During showers, birds typically stay as still as possible, to conserve energy levels, due to the uncertainty of how long a period of wet weather may last. They commonly adopt a “rain pose”, effectively the opposite to fluffing up their feathers to keep warm in colder weather.
During showers, birds sleek their feathers, point their heads and bills towards the rain, minimizing their body surface area that is exposed to the water.
Bird sheltering away from the heavy rain
While birds are generally unaffected by light drizzle, prolonged, heavy rain is a different story. Where possible, birds will stay still and sheltered in bushes, trees, under eaves, and in hollow trees until the weather improves. However, when rains continue solidly for more than a day, the necessity of finding food becomes more urgent.
Braving the rain to avoid starvation, especially if a bird has chicks to feed, becomes a priority in wet weather that lasts longer than a few hours.
Birds have oily, water-repellent feathers that make some flight possible in rain, but the drop in air pressure in such conditions means more effort needs to be exerted and more energy is used, so many birds will choose to sit and wait for it to dry up.
If birds have been sheltering for some time, the need to feed and forage will be relatively urgent, especially if there are nestlings needing to be fed.
Rain brings worms to the surface of garden lawns, and once a shower has passed, large numbers of birds may be seen to quickly return to foraging to reap the benefits of the wet weather. The reappearance of insects after the rain has stopped will bring many birds out of their temporary cover.
Birds are also frequently heard to sing after the end of a storm, similar to the daily dawn chorus, although it is unclear as to exactly what – if anything – this renewed burst of vocalization might represent.
After a downpour, it's the perfect time for birds to hunt for worms!
Once a baby bird has reached the fledgling stage, and has mastered the art of flight, it will be theoretically equipped to fly in rainy weather. However, like adult birds, young birds may find it safer to shelter until heavier rain stops before testing this out, as they may quickly become waterlogged in wet weather.

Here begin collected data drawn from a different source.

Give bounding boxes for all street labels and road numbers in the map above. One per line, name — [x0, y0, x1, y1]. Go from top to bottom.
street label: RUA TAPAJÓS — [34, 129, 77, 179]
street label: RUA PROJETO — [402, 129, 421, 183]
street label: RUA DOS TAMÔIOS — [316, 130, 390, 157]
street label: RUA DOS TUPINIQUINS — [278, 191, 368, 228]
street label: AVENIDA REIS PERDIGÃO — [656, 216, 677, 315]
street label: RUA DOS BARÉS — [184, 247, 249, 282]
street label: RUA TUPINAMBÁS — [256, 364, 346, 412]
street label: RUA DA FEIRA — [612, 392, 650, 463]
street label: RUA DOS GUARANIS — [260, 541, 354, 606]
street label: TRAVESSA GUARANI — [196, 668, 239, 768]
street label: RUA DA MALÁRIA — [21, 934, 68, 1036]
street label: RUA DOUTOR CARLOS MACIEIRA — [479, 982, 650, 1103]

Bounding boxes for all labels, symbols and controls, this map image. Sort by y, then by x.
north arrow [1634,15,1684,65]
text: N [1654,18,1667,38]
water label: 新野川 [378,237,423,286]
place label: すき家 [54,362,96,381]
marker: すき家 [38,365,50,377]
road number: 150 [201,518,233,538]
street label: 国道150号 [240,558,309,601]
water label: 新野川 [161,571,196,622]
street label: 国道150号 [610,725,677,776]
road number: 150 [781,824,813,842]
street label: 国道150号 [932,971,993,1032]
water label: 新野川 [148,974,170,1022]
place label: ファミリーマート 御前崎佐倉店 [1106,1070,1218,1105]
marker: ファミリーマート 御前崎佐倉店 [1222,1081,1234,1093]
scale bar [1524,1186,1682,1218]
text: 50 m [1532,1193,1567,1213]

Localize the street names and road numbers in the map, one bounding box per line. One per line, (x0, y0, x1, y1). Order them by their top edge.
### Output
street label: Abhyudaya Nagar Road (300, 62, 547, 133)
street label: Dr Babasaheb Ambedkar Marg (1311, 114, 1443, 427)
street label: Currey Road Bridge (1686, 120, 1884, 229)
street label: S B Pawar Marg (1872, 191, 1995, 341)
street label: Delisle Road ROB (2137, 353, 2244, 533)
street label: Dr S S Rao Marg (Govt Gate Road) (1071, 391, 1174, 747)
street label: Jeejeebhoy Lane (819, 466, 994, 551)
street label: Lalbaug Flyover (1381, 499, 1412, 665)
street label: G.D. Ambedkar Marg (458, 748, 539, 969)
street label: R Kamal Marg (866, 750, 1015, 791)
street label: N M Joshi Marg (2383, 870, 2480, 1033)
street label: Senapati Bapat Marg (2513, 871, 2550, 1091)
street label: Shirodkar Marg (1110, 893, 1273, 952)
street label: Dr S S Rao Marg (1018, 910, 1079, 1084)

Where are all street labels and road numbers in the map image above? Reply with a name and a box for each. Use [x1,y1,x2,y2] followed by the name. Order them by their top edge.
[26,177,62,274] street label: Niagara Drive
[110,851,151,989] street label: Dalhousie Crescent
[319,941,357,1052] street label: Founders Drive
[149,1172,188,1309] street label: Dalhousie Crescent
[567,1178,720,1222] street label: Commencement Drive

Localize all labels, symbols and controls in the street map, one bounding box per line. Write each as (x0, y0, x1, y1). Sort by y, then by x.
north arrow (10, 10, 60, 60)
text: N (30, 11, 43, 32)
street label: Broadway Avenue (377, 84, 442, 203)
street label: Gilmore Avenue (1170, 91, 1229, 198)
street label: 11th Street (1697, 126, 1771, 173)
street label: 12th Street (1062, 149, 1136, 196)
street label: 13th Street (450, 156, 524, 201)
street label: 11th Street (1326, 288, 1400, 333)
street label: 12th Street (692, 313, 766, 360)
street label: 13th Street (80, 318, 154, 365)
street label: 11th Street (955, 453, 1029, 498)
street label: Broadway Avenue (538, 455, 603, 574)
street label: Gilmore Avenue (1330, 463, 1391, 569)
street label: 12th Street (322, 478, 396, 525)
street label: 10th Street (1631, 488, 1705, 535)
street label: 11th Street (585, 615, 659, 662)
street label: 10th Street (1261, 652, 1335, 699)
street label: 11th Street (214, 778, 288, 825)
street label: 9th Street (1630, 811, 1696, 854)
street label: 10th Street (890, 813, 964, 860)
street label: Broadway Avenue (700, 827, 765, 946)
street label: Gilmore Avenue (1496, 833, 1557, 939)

Fledglings still need to eat, even in heavy rain, and those that are still being tended by their parents will quickly learn the art of storm survival. The feathers of young birds may quickly become saturated, even when they are sheltering in bushes or trees.
By the time birds have reached the fledgling stage, their feathers will have developed a degree of waterproofing functionality to give them some chance of making it through the storm safely, especially if they are able to shelter in shrubbery until the heaviest rain has eased.
Northern Cardinal still foraging for food in the rain
Pigeons can withstand light rains, but may choose not to take to the skies until extremely wet weather has passed. Stormy weather can dramatically impact a pigeon’s ability to navigate accurately.
Woodpigeons seem not to mind the rain, being observed to sit unsheltered on open grass, lifting one wing at a time, as if showering.
Hummingbirds are well adapted for flight in all weather conditions, and rain does not appear to affect their ability to fly. Light and medium rain showers do not seem to pose any challenge for hummingbirds, although in heavier rain they are observed to increase the number of wing beats per second to avoid becoming saturated by rainwater.